By Ahmed Sahid Nasralla (De Monk)
Strongly condemning Sierra Leone’s 1861 Abortion law, IPAS Country Director and Senior Policy Adviser, Valerie Tucker, said women should be free to express their reproductive health choices.
“No woman should die by expressing her reproductive health choices, such as aborting an unwanted pregnancy,” said Valerie adding that no matter what, women will try to exercise their reproductive rights.
She described the 1861 law, which criminalizes abortion, as a legacy of our colonial masters, and ‘yet we call ourselves an independent state’.
“Our colonial masters (England) who left us this law have changed their laws four times now and yet we are still buried in these laws of 1861,” fumed Valerie.
Speaking at one day symposium supported by IPAS and organized by WIMSAL in commemoration of International Women’s Day on the theme: ‘Make it happen: enforce Sexual Offences Act, review 1861 Abortion Law, stop early marriage and rape’ on Thursday 12th March 2015 at SLAJ headquarters, Freetown, Valerie vowed that as long as women continue to die of unsafe abortion her organization would not stop talking about it.
In 2011, a study by IPAS in collaboration with the Ministry of Health and Sanitation found out that hundreds of thousands of dollars were being spent to treat cases of unsafe abortion. The study also revealed that 1 in 3 women would have done one or two abortions by the time she is 40 years of age.
Valerie said the decision to have an abortion is not often one that is taken lightly.
“A woman would have gone over the decision in her head over and over again before she finally agrees. And when she does, no law should stop her from exercising that right,” said Valerie.
She added; “And no woman should be stigmatized for exercising that right. It’s her right. She must have had her situation or particular circumstance that led her to that decision. In the first place she made the moral decision to sleep with her boyfriend or husband,” explained Valerie.
Furthermore, Valerie said women should have access to modern contraceptives.
“There’s no need keeping these drugs on the shelves when women need them to prevent unwanted pregnancies,” queried Valerie, adding that IPAS is against unwanted pregnancies happening.

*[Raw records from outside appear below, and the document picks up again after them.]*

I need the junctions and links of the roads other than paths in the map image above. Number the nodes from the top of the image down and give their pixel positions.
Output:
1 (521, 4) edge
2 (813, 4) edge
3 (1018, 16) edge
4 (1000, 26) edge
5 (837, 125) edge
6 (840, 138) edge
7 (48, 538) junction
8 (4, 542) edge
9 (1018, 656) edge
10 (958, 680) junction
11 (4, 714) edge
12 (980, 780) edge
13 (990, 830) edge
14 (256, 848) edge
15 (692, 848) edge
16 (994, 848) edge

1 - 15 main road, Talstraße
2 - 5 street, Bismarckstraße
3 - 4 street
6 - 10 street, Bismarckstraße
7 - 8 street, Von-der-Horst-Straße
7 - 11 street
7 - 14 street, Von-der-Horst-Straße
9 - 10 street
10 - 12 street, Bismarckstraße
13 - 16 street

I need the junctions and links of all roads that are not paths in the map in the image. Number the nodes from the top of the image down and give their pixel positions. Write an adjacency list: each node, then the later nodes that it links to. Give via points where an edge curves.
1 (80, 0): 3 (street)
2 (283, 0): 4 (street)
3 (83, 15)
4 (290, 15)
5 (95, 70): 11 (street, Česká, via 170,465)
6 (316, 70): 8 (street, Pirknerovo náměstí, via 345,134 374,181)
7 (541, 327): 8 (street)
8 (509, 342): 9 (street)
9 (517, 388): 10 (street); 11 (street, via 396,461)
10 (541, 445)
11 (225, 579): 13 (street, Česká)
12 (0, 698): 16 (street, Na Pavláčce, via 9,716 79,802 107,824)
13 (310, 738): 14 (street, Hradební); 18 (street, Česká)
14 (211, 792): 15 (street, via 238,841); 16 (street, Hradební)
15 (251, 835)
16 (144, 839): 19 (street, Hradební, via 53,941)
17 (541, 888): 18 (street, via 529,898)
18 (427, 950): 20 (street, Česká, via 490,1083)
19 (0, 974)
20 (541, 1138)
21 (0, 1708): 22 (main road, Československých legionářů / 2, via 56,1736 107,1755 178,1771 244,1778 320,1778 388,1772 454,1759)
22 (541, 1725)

Valerie described teenage pregnancy as a careless way of pro-creation.
“As women we want to procreate in a careful way. We don’t pro-create and leave the children to the wear and tear of the streets,” she said.
Valerie said society needs to be talking about such issues frankly and openly, adding that women especially don’t often have the space to discuss their reproductive health matters.
“We understand the moral and cultural perspectives of this discussion, but a lot of women still die from unsafe abortion,” reasoned Valerie. “Do our churches and mosques have a role to play talking to their congregations about sex education? Have we asked the Ministry of Education to include this sensitive subject in the curricula of schools? What about our community leaders? I think we need to be open about this.”
The termination of pregnancy bill currently being reviewed is asking for four indicators where a woman can access safe abortion.
One is when a woman gets pregnant from rape. In this situation the law proposes that the victim can access safe abortion up to 24 weeks.
The second is pregnancy derived from incest. Here the victim has a right to choose safe abortion facilities.
The third is based on a woman’s health condition. If the continued pregnancy is deemed to injure the woman (in cases of epilepsy and high blood pressure, for example) she has the right to choose for safe abortion.
And fourthly, if the feutus shows any signs of disability the woman has the right to make a choice of not having that baby.
“It’s a start,” said Valerie compromisingly. “But we will continue to push for more freedom.”